§ **TASK BRIEF**: Only the lines containing the string "Jangada" are needed; copy all of them from the listing.

Segment Start: AVAILABLE DATA

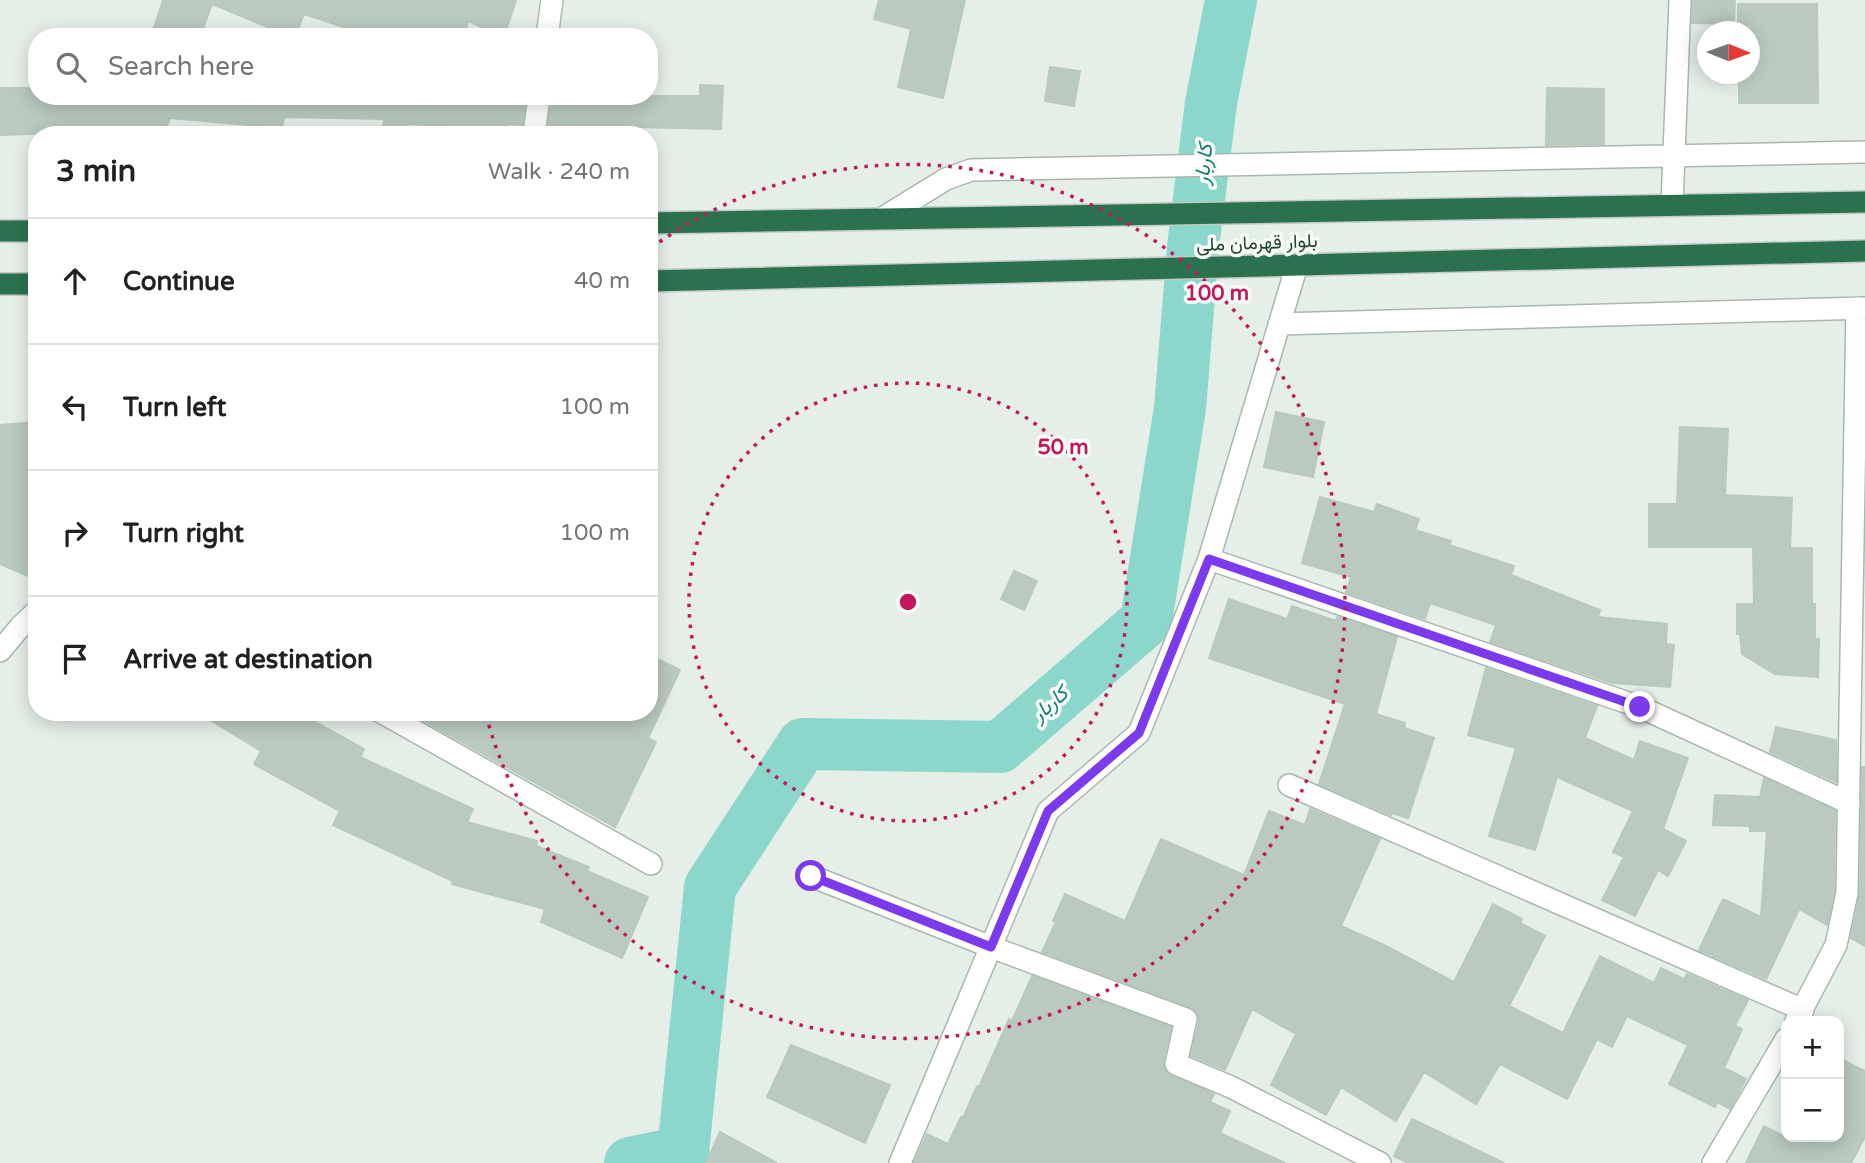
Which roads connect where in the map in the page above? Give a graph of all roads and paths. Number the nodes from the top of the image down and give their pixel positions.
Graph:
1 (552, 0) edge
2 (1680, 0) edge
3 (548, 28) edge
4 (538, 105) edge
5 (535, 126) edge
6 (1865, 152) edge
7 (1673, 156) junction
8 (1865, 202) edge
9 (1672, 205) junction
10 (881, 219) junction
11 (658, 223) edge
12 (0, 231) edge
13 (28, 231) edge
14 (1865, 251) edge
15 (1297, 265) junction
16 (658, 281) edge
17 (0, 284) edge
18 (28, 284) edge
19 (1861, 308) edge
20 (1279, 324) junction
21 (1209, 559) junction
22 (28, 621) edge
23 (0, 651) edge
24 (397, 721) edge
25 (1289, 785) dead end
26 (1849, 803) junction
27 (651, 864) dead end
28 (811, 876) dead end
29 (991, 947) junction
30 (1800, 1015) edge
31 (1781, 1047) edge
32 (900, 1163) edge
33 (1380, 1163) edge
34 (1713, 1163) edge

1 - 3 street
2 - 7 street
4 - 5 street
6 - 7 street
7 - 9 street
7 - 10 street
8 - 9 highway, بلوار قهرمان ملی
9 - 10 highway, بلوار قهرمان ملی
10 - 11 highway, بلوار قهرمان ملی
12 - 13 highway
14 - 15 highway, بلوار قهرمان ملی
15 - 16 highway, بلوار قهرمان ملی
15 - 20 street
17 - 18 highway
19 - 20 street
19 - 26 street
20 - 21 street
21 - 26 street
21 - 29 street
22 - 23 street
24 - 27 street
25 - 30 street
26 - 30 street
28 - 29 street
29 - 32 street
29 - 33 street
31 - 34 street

Segment End: AVAILABLE DATA
Segment Start: AVAILABLE DATA

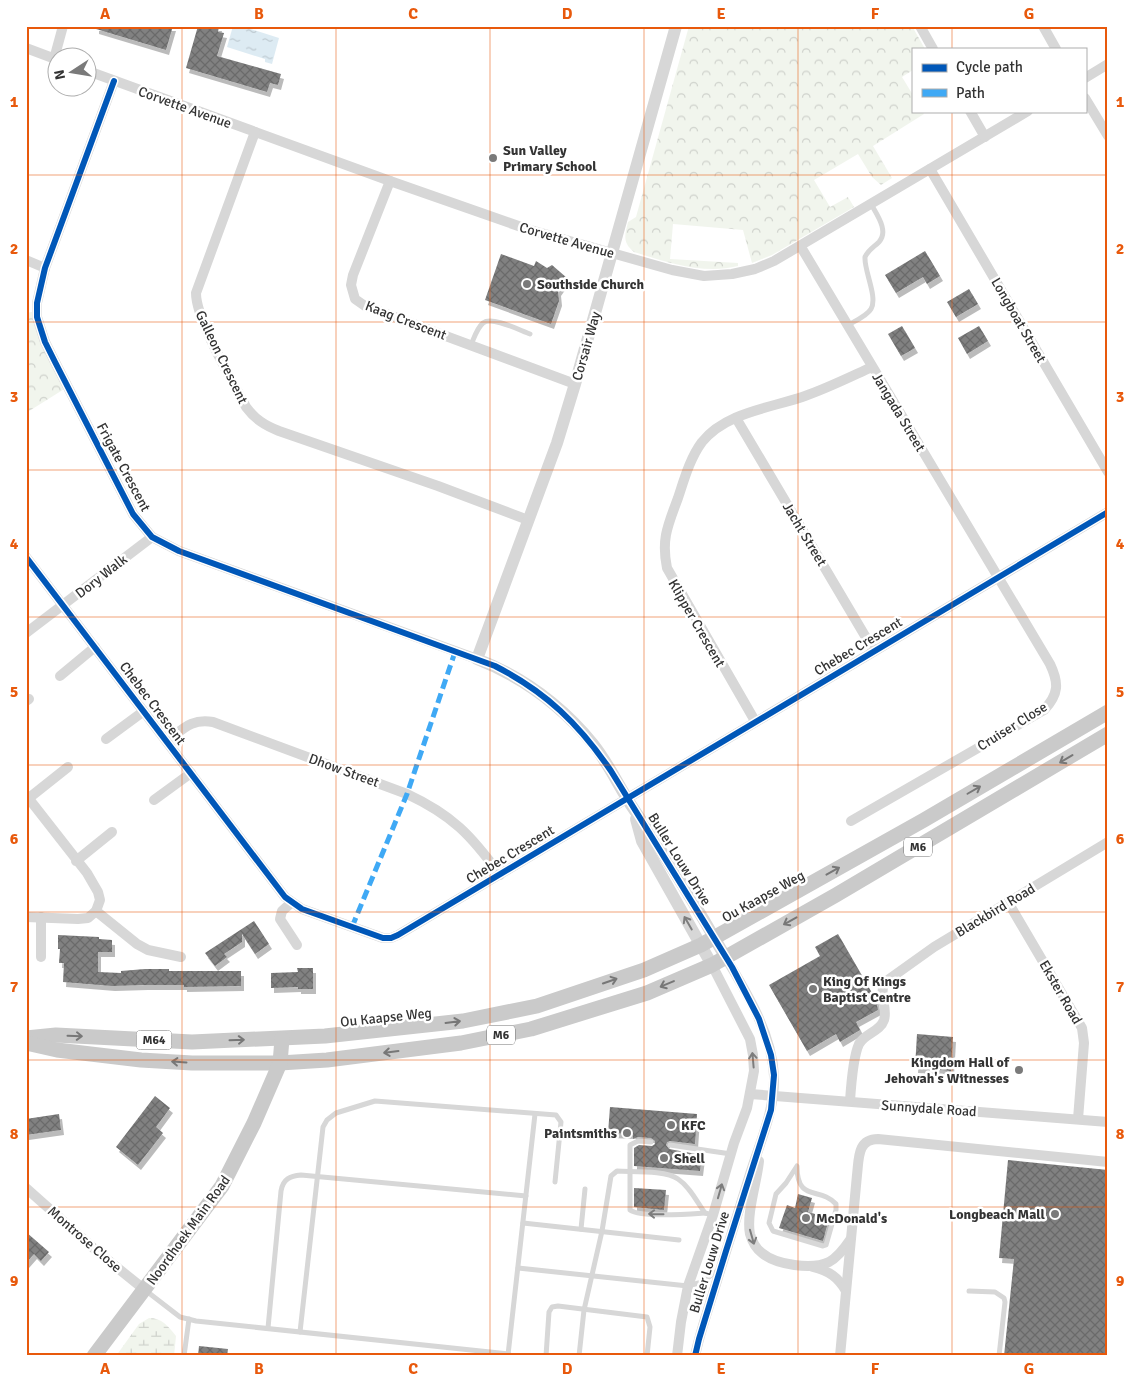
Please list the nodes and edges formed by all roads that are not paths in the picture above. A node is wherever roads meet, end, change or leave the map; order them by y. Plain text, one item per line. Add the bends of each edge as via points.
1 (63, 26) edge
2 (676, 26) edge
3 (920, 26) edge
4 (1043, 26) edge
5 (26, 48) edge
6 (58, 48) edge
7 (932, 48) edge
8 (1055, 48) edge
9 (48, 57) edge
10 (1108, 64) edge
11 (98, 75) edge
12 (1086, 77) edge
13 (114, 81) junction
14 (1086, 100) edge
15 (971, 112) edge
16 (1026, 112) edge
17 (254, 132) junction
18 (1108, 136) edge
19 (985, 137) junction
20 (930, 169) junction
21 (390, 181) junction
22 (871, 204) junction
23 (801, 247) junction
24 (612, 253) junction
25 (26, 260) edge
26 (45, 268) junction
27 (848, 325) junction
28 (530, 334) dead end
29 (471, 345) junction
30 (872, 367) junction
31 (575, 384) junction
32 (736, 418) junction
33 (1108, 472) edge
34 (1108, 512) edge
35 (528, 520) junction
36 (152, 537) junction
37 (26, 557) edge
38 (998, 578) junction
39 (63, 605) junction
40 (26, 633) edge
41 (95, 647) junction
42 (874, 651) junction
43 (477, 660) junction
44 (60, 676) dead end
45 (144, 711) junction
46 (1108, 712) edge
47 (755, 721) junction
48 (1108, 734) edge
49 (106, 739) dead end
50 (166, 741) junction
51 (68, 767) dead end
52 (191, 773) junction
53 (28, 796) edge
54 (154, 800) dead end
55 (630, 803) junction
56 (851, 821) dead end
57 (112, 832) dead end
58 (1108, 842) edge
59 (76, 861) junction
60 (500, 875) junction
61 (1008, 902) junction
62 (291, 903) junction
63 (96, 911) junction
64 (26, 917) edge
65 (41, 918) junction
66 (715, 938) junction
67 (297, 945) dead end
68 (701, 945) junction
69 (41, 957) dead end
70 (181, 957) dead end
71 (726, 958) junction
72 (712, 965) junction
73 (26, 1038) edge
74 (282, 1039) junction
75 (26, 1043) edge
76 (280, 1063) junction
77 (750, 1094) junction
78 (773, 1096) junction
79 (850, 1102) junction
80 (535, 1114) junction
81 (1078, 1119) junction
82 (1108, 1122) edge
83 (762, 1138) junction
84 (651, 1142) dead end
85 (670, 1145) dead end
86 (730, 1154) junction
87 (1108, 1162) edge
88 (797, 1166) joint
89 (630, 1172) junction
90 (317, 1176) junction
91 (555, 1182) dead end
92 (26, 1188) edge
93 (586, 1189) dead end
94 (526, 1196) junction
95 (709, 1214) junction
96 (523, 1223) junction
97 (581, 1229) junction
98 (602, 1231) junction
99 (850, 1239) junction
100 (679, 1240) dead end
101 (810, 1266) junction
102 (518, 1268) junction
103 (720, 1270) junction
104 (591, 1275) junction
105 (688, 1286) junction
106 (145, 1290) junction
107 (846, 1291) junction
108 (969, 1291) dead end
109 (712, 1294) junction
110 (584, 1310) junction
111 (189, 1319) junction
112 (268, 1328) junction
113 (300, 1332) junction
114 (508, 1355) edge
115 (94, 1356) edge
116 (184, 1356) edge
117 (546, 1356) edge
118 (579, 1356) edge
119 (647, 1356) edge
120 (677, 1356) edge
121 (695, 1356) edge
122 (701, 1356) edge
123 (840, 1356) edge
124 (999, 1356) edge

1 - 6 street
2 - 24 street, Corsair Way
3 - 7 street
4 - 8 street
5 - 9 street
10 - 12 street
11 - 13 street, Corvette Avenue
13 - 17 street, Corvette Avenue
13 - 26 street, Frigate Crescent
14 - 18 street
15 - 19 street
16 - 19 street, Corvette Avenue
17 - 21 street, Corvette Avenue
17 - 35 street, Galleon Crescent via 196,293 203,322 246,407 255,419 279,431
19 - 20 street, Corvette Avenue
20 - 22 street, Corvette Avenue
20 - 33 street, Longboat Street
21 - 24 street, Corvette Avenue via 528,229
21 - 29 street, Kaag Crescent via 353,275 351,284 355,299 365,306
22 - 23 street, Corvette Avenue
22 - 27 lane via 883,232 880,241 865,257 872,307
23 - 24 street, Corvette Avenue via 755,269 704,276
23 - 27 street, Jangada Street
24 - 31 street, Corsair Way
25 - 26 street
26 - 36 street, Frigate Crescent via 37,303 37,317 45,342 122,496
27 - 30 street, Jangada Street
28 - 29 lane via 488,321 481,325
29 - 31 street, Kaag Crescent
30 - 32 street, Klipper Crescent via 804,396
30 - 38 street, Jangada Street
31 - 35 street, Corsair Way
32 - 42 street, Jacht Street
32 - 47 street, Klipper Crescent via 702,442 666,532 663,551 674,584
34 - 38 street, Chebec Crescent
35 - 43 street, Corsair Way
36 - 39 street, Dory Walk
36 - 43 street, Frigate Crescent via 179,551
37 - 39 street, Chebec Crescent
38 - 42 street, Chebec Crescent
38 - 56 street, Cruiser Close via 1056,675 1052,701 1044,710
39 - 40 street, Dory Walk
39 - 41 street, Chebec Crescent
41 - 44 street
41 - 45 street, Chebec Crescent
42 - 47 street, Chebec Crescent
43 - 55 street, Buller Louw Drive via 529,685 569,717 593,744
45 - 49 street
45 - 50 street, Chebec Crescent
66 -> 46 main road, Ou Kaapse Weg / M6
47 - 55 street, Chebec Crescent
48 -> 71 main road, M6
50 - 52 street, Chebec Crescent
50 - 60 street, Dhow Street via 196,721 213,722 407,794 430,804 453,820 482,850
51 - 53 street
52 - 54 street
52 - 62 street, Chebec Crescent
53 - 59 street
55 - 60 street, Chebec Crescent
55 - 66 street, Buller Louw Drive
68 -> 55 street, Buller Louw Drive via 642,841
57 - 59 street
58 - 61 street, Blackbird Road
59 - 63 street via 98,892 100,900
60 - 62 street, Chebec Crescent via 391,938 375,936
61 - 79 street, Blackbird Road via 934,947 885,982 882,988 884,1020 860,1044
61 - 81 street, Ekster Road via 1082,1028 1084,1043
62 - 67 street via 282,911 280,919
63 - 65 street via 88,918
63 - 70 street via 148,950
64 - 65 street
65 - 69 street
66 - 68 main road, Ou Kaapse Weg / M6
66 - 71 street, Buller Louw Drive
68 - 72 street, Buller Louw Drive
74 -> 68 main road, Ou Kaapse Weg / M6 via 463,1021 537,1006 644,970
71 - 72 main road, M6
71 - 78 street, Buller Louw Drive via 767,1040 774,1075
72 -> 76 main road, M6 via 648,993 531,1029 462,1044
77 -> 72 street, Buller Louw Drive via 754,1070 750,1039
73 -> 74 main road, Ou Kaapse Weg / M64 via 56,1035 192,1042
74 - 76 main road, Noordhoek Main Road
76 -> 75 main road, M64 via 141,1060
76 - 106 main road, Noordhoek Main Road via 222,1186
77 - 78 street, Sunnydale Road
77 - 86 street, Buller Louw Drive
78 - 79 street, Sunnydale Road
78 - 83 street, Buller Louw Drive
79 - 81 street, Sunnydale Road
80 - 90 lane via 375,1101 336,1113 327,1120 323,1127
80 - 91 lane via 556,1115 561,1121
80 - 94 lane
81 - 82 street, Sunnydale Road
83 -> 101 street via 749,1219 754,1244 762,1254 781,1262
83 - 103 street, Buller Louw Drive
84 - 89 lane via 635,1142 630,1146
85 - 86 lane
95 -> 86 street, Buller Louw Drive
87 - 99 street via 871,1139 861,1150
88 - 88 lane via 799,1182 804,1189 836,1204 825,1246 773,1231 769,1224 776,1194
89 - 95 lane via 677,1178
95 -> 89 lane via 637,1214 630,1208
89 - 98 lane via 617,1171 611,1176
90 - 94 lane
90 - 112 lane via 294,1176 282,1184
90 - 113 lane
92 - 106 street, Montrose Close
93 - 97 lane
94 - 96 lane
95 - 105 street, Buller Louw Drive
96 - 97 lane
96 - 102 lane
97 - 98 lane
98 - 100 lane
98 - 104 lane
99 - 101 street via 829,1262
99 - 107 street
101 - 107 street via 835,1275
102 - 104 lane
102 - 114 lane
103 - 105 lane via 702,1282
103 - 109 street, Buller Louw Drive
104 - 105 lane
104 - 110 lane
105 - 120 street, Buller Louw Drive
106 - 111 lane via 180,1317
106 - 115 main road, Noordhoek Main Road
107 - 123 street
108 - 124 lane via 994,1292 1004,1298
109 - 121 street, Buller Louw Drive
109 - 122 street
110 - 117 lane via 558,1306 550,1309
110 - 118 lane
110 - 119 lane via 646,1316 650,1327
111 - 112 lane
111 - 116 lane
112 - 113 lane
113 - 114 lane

Segment End: AVAILABLE DATA

§ **SOLUTION FOR THIS TASK**:
23 - 27 street, Jangada Street
27 - 30 street, Jangada Street
30 - 38 street, Jangada Street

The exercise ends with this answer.